ABOUT THIS EXERCISE
Where in the records does the word "nodes" occur? Copy each line in which it does.

DATASET CONTENT
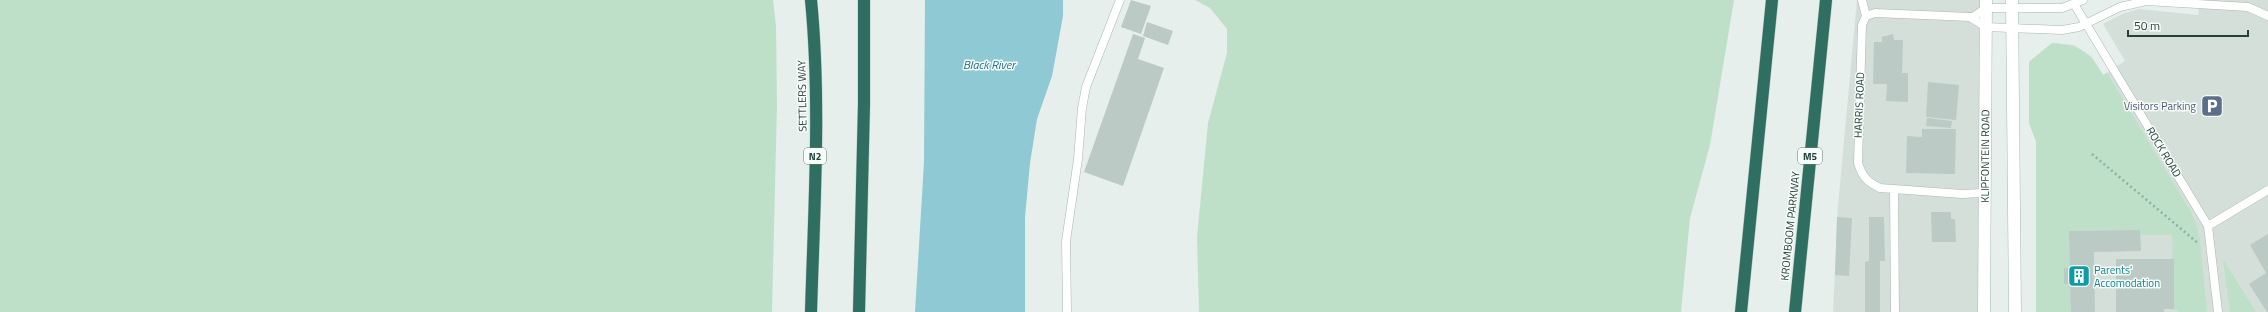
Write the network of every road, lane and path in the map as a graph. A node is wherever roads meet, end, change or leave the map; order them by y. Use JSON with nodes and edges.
{"nodes":[{"id":1,"x":811,"y":0,"type":"edge"},
{"id":2,"x":864,"y":0,"type":"edge"},
{"id":3,"x":1120,"y":0,"type":"edge"},
{"id":4,"x":1772,"y":0,"type":"edge"},
{"id":5,"x":1826,"y":0,"type":"edge"},
{"id":6,"x":1862,"y":0,"type":"edge"},
{"id":7,"x":2083,"y":0,"type":"edge"},
{"id":8,"x":2169,"y":1,"type":"edge"},
{"id":9,"x":1986,"y":4,"type":"edge"},
{"id":10,"x":2012,"y":4,"type":"edge"},
{"id":11,"x":2074,"y":4,"type":"junction"},
{"id":12,"x":1866,"y":16,"type":"junction"},
{"id":13,"x":2268,"y":16,"type":"edge"},
{"id":14,"x":1973,"y":17,"type":"junction"},
{"id":15,"x":2086,"y":24,"type":"junction"},
{"id":16,"x":1986,"y":26,"type":"junction"},
{"id":17,"x":2012,"y":27,"type":"junction"},
{"id":18,"x":2092,"y":154,"type":"dead end"},
{"id":19,"x":1894,"y":190,"type":"junction"},
{"id":20,"x":2268,"y":190,"type":"edge"},
{"id":21,"x":1983,"y":193,"type":"junction"},
{"id":22,"x":2208,"y":226,"type":"junction"},
{"id":23,"x":2211,"y":245,"type":"junction"},
{"id":24,"x":811,"y":312,"type":"edge"},
{"id":25,"x":859,"y":312,"type":"edge"},
{"id":26,"x":1067,"y":312,"type":"edge"},
{"id":27,"x":1741,"y":312,"type":"edge"},
{"id":28,"x":1795,"y":312,"type":"edge"},
{"id":29,"x":1895,"y":312,"type":"edge"},
{"id":30,"x":1984,"y":312,"type":"edge"},
{"id":31,"x":2015,"y":312,"type":"edge"},
{"id":32,"x":2218,"y":312,"type":"edge"}],
"edges":[{"from":1,"to":24,"type":"highway","name":"SETTLERS WAY","number":"N2"},
{"from":2,"to":25,"type":"highway"},
{"from":3,"to":26,"type":"lane"},
{"from":4,"to":27,"type":"highway"},
{"from":5,"to":28,"type":"highway","name":"KROMBOOM PARKWAY","number":"M5"},
{"from":6,"to":12,"type":"lane"},
{"from":7,"to":11,"type":"lane"},
{"from":8,"to":13,"type":"lane"},
{"from":8,"to":15,"type":"lane"},
{"from":9,"to":10,"type":"lane"},
{"from":9,"to":14,"type":"lane"},
{"from":9,"to":16,"type":"main road","name":"KLIPFONTEIN ROAD"},
{"from":10,"to":11,"type":"lane"},
{"from":10,"to":17,"type":"main road"},
{"from":11,"to":15,"type":"lane","name":"ROCK ROAD"},
{"from":12,"to":14,"type":"lane"},
{"from":12,"to":19,"type":"lane","name":"HARRIS ROAD"},
{"from":14,"to":16,"type":"lane"},
{"from":15,"to":17,"type":"lane"},
{"from":15,"to":22,"type":"lane","name":"ROCK ROAD"},
{"from":16,"to":17,"type":"lane"},
{"from":16,"to":21,"type":"main road","name":"KLIPFONTEIN ROAD"},
{"from":17,"to":31,"type":"main road"},
{"from":18,"to":23,"type":"path"},
{"from":19,"to":21,"type":"lane","name":"HARRIS ROAD"},
{"from":19,"to":29,"type":"lane"},
{"from":20,"to":22,"type":"lane"},
{"from":21,"to":30,"type":"main road","name":"KLIPFONTEIN ROAD"},
{"from":22,"to":23,"type":"lane","name":"ROCK ROAD"},
{"from":23,"to":32,"type":"lane","name":"ROCK ROAD"}]}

RESPONSE BELOW
Write the network of every road, lane and path in the map as a graph. A node is wherever roads meet, end, change or leave the map; order them by y. Use JSON with nodes and edges.
{"nodes":[{"id":1,"x":811,"y":0,"type":"edge"},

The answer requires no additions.